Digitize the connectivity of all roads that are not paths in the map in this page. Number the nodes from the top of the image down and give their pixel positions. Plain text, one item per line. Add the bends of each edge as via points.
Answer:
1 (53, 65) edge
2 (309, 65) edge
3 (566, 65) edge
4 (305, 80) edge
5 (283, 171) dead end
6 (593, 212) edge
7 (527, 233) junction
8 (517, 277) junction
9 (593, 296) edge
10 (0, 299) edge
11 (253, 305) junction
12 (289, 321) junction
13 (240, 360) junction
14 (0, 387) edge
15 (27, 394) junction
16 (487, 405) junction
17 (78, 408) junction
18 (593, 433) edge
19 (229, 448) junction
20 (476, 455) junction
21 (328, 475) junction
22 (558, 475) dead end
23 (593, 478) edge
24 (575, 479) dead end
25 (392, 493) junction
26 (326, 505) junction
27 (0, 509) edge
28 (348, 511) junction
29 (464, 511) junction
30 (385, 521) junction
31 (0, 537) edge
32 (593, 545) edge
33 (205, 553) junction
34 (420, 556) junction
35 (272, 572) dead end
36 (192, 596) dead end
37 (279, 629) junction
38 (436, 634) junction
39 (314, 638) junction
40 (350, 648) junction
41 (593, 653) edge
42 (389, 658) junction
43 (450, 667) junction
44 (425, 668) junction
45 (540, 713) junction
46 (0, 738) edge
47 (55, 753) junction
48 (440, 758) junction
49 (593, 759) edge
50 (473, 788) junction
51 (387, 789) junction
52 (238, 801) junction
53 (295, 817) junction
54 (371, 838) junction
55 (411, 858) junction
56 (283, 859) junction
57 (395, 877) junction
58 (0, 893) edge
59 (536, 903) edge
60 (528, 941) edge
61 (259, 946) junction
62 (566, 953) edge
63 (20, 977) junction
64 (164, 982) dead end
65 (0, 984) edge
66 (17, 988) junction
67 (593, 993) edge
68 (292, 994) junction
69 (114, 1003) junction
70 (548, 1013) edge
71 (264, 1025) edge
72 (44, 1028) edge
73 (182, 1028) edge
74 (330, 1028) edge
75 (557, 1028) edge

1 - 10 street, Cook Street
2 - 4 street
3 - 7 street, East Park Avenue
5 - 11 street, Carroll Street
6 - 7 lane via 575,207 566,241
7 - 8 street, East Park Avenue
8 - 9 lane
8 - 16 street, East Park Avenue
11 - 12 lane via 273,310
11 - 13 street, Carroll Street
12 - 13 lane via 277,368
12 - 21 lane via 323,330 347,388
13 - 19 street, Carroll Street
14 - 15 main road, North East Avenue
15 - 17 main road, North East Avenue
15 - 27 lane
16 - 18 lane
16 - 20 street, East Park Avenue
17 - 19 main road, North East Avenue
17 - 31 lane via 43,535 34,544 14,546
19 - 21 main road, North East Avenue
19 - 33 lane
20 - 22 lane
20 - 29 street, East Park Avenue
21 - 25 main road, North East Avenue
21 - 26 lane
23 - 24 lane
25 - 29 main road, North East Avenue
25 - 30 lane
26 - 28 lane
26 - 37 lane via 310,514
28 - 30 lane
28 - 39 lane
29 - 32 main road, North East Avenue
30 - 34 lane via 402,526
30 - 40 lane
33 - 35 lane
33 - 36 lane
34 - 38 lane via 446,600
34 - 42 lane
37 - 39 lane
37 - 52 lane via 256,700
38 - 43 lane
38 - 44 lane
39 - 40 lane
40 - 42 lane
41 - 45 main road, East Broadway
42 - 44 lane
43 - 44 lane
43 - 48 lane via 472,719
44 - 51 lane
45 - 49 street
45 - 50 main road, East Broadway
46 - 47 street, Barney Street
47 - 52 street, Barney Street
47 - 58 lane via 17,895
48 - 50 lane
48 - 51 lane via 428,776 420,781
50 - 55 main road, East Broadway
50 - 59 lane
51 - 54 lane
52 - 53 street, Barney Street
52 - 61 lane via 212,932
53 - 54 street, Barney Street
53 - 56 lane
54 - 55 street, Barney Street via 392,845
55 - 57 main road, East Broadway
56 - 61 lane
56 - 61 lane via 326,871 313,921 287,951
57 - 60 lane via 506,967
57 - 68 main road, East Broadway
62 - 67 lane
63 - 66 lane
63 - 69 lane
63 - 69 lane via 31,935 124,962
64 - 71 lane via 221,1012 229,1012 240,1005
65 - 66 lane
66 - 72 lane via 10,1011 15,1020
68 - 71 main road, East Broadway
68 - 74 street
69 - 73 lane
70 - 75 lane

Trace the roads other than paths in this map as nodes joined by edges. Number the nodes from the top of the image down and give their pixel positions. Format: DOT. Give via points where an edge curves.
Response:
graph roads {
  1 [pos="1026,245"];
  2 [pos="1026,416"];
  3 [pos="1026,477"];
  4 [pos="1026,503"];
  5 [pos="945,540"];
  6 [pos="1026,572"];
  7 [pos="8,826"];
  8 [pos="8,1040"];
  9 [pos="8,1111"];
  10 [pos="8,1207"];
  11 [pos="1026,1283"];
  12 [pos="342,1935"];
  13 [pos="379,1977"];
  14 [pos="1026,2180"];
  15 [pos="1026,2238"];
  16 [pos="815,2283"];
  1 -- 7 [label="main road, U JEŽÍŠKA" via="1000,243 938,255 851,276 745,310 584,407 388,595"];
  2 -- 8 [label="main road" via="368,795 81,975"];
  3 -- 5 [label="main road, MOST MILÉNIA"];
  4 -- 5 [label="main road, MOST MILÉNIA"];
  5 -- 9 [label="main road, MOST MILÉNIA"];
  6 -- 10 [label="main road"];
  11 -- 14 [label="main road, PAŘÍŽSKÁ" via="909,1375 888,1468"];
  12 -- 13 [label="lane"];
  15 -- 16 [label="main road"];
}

------------------------

_Work to complete_.
Write the entries out once more, exactly as they appear.

_Exercise output_.
Digitize the connectivity of all roads that are not paths in the map in this page. Number the nodes from the top of the image down and give their pixel positions. Plain text, one item per line. Add the bends of each edge as via points.
Answer:
1 (53, 65) edge
2 (309, 65) edge
3 (566, 65) edge
4 (305, 80) edge
5 (283, 171) dead end
6 (593, 212) edge
7 (527, 233) junction
8 (517, 277) junction
9 (593, 296) edge
10 (0, 299) edge
11 (253, 305) junction
12 (289, 321) junction
13 (240, 360) junction
14 (0, 387) edge
15 (27, 394) junction
16 (487, 405) junction
17 (78, 408) junction
18 (593, 433) edge
19 (229, 448) junction
20 (476, 455) junction
21 (328, 475) junction
22 (558, 475) dead end
23 (593, 478) edge
24 (575, 479) dead end
25 (392, 493) junction
26 (326, 505) junction
27 (0, 509) edge
28 (348, 511) junction
29 (464, 511) junction
30 (385, 521) junction
31 (0, 537) edge
32 (593, 545) edge
33 (205, 553) junction
34 (420, 556) junction
35 (272, 572) dead end
36 (192, 596) dead end
37 (279, 629) junction
38 (436, 634) junction
39 (314, 638) junction
40 (350, 648) junction
41 (593, 653) edge
42 (389, 658) junction
43 (450, 667) junction
44 (425, 668) junction
45 (540, 713) junction
46 (0, 738) edge
47 (55, 753) junction
48 (440, 758) junction
49 (593, 759) edge
50 (473, 788) junction
51 (387, 789) junction
52 (238, 801) junction
53 (295, 817) junction
54 (371, 838) junction
55 (411, 858) junction
56 (283, 859) junction
57 (395, 877) junction
58 (0, 893) edge
59 (536, 903) edge
60 (528, 941) edge
61 (259, 946) junction
62 (566, 953) edge
63 (20, 977) junction
64 (164, 982) dead end
65 (0, 984) edge
66 (17, 988) junction
67 (593, 993) edge
68 (292, 994) junction
69 (114, 1003) junction
70 (548, 1013) edge
71 (264, 1025) edge
72 (44, 1028) edge
73 (182, 1028) edge
74 (330, 1028) edge
75 (557, 1028) edge

1 - 10 street, Cook Street
2 - 4 street
3 - 7 street, East Park Avenue
5 - 11 street, Carroll Street
6 - 7 lane via 575,207 566,241
7 - 8 street, East Park Avenue
8 - 9 lane
8 - 16 street, East Park Avenue
11 - 12 lane via 273,310
11 - 13 street, Carroll Street
12 - 13 lane via 277,368
12 - 21 lane via 323,330 347,388
13 - 19 street, Carroll Street
14 - 15 main road, North East Avenue
15 - 17 main road, North East Avenue
15 - 27 lane
16 - 18 lane
16 - 20 street, East Park Avenue
17 - 19 main road, North East Avenue
17 - 31 lane via 43,535 34,544 14,546
19 - 21 main road, North East Avenue
19 - 33 lane
20 - 22 lane
20 - 29 street, East Park Avenue
21 - 25 main road, North East Avenue
21 - 26 lane
23 - 24 lane
25 - 29 main road, North East Avenue
25 - 30 lane
26 - 28 lane
26 - 37 lane via 310,514
28 - 30 lane
28 - 39 lane
29 - 32 main road, North East Avenue
30 - 34 lane via 402,526
30 - 40 lane
33 - 35 lane
33 - 36 lane
34 - 38 lane via 446,600
34 - 42 lane
37 - 39 lane
37 - 52 lane via 256,700
38 - 43 lane
38 - 44 lane
39 - 40 lane
40 - 42 lane
41 - 45 main road, East Broadway
42 - 44 lane
43 - 44 lane
43 - 48 lane via 472,719
44 - 51 lane
45 - 49 street
45 - 50 main road, East Broadway
46 - 47 street, Barney Street
47 - 52 street, Barney Street
47 - 58 lane via 17,895
48 - 50 lane
48 - 51 lane via 428,776 420,781
50 - 55 main road, East Broadway
50 - 59 lane
51 - 54 lane
52 - 53 street, Barney Street
52 - 61 lane via 212,932
53 - 54 street, Barney Street
53 - 56 lane
54 - 55 street, Barney Street via 392,845
55 - 57 main road, East Broadway
56 - 61 lane
56 - 61 lane via 326,871 313,921 287,951
57 - 60 lane via 506,967
57 - 68 main road, East Broadway
62 - 67 lane
63 - 66 lane
63 - 69 lane
63 - 69 lane via 31,935 124,962
64 - 71 lane via 221,1012 229,1012 240,1005
65 - 66 lane
66 - 72 lane via 10,1011 15,1020
68 - 71 main road, East Broadway
68 - 74 street
69 - 73 lane
70 - 75 lane

Trace the roads other than paths in this map as nodes joined by edges. Number the nodes from the top of the image down and give their pixel positions. Format: DOT. Give via points where an edge curves.
Response:
graph roads {
  1 [pos="1026,245"];
  2 [pos="1026,416"];
  3 [pos="1026,477"];
  4 [pos="1026,503"];
  5 [pos="945,540"];
  6 [pos="1026,572"];
  7 [pos="8,826"];
  8 [pos="8,1040"];
  9 [pos="8,1111"];
  10 [pos="8,1207"];
  11 [pos="1026,1283"];
  12 [pos="342,1935"];
  13 [pos="379,1977"];
  14 [pos="1026,2180"];
  15 [pos="1026,2238"];
  16 [pos="815,2283"];
  1 -- 7 [label="main road, U JEŽÍŠKA" via="1000,243 938,255 851,276 745,310 584,407 388,595"];
  2 -- 8 [label="main road" via="368,795 81,975"];
  3 -- 5 [label="main road, MOST MILÉNIA"];
  4 -- 5 [label="main road, MOST MILÉNIA"];
  5 -- 9 [label="main road, MOST MILÉNIA"];
  6 -- 10 [label="main road"];
  11 -- 14 [label="main road, PAŘÍŽSKÁ" via="909,1375 888,1468"];
  12 -- 13 [label="lane"];
  15 -- 16 [label="main road"];
}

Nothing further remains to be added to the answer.